To do: Output every entry exactly as written, skipping any pictures.

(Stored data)
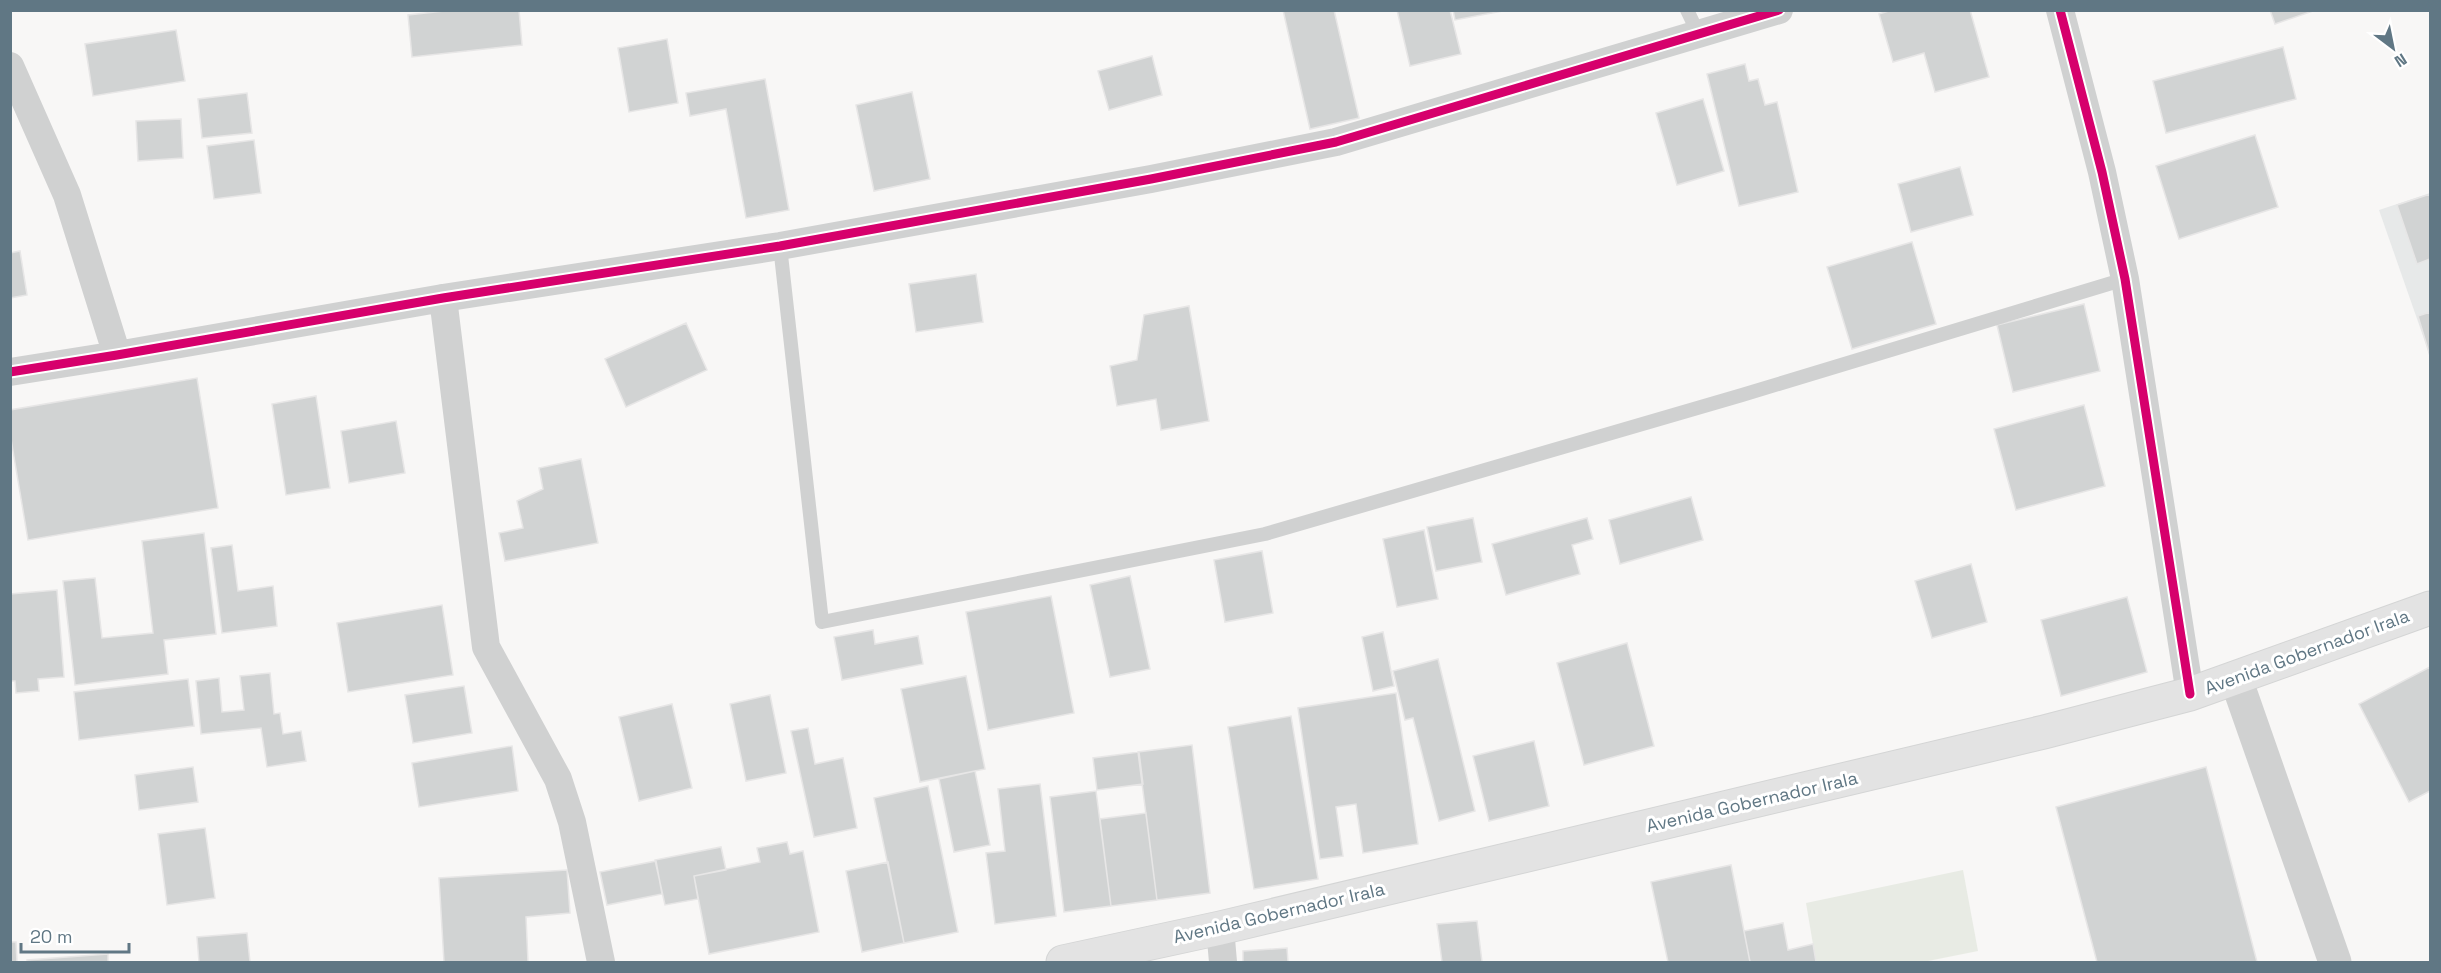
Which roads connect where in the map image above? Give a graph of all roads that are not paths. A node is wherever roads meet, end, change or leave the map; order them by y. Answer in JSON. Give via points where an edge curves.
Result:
{"nodes":[{"id":1,"x":1779,"y":10,"type":"edge"},
{"id":2,"x":2060,"y":10,"type":"edge"},
{"id":3,"x":1693,"y":23,"type":"edge"},
{"id":4,"x":10,"y":66,"type":"edge"},
{"id":5,"x":780,"y":246,"type":"junction"},
{"id":6,"x":2125,"y":279,"type":"junction"},
{"id":7,"x":443,"y":298,"type":"junction"},
{"id":8,"x":117,"y":355,"type":"junction"},
{"id":9,"x":10,"y":372,"type":"edge"},
{"id":10,"x":2430,"y":608,"type":"edge"},
{"id":11,"x":2236,"y":679,"type":"junction"},
{"id":12,"x":2190,"y":694,"type":"junction"},
{"id":13,"x":1220,"y":928,"type":"junction"},
{"id":14,"x":601,"y":963,"type":"edge"},
{"id":15,"x":1063,"y":963,"type":"edge"},
{"id":16,"x":1224,"y":963,"type":"edge"},
{"id":17,"x":2335,"y":963,"type":"edge"}],
"edges":[{"from":1,"to":3,"type":"street"},
{"from":2,"to":6,"type":"street"},
{"from":3,"to":5,"type":"street","via":[[1336,142]]},
{"from":4,"to":8,"type":"street","via":[[67,195]]},
{"from":5,"to":6,"type":"lane","via":[[822,622],[1265,534]]},
{"from":5,"to":7,"type":"street"},
{"from":6,"to":12,"type":"street"},
{"from":7,"to":8,"type":"street"},
{"from":7,"to":14,"type":"street","via":[[486,647],[558,779],[572,822]]},
{"from":8,"to":9,"type":"street"},
{"from":10,"to":11,"type":"main road","name":"Avenida Gobernador Irala"},
{"from":11,"to":12,"type":"main road","name":"Avenida Gobernador Irala"},
{"from":11,"to":17,"type":"street"},
{"from":12,"to":13,"type":"main road","name":"Avenida Gobernador Irala","via":[[2033,735]]},
{"from":13,"to":15,"type":"main road","name":"Avenida Gobernador Irala"},
{"from":13,"to":16,"type":"street"}]}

Problem solution:
Which roads connect where in the map image above? Give a graph of all roads that are not paths. A node is wherever roads meet, end, change or leave the map; order them by y. Answer in JSON. Give via points where an edge curves.
Result:
{"nodes":[{"id":1,"x":1779,"y":10,"type":"edge"},
{"id":2,"x":2060,"y":10,"type":"edge"},
{"id":3,"x":1693,"y":23,"type":"edge"},
{"id":4,"x":10,"y":66,"type":"edge"},
{"id":5,"x":780,"y":246,"type":"junction"},
{"id":6,"x":2125,"y":279,"type":"junction"},
{"id":7,"x":443,"y":298,"type":"junction"},
{"id":8,"x":117,"y":355,"type":"junction"},
{"id":9,"x":10,"y":372,"type":"edge"},
{"id":10,"x":2430,"y":608,"type":"edge"},
{"id":11,"x":2236,"y":679,"type":"junction"},
{"id":12,"x":2190,"y":694,"type":"junction"},
{"id":13,"x":1220,"y":928,"type":"junction"},
{"id":14,"x":601,"y":963,"type":"edge"},
{"id":15,"x":1063,"y":963,"type":"edge"},
{"id":16,"x":1224,"y":963,"type":"edge"},
{"id":17,"x":2335,"y":963,"type":"edge"}],
"edges":[{"from":1,"to":3,"type":"street"},
{"from":2,"to":6,"type":"street"},
{"from":3,"to":5,"type":"street","via":[[1336,142]]},
{"from":4,"to":8,"type":"street","via":[[67,195]]},
{"from":5,"to":6,"type":"lane","via":[[822,622],[1265,534]]},
{"from":5,"to":7,"type":"street"},
{"from":6,"to":12,"type":"street"},
{"from":7,"to":8,"type":"street"},
{"from":7,"to":14,"type":"street","via":[[486,647],[558,779],[572,822]]},
{"from":8,"to":9,"type":"street"},
{"from":10,"to":11,"type":"main road","name":"Avenida Gobernador Irala"},
{"from":11,"to":12,"type":"main road","name":"Avenida Gobernador Irala"},
{"from":11,"to":17,"type":"street"},
{"from":12,"to":13,"type":"main road","name":"Avenida Gobernador Irala","via":[[2033,735]]},
{"from":13,"to":15,"type":"main road","name":"Avenida Gobernador Irala"},
{"from":13,"to":16,"type":"street"}]}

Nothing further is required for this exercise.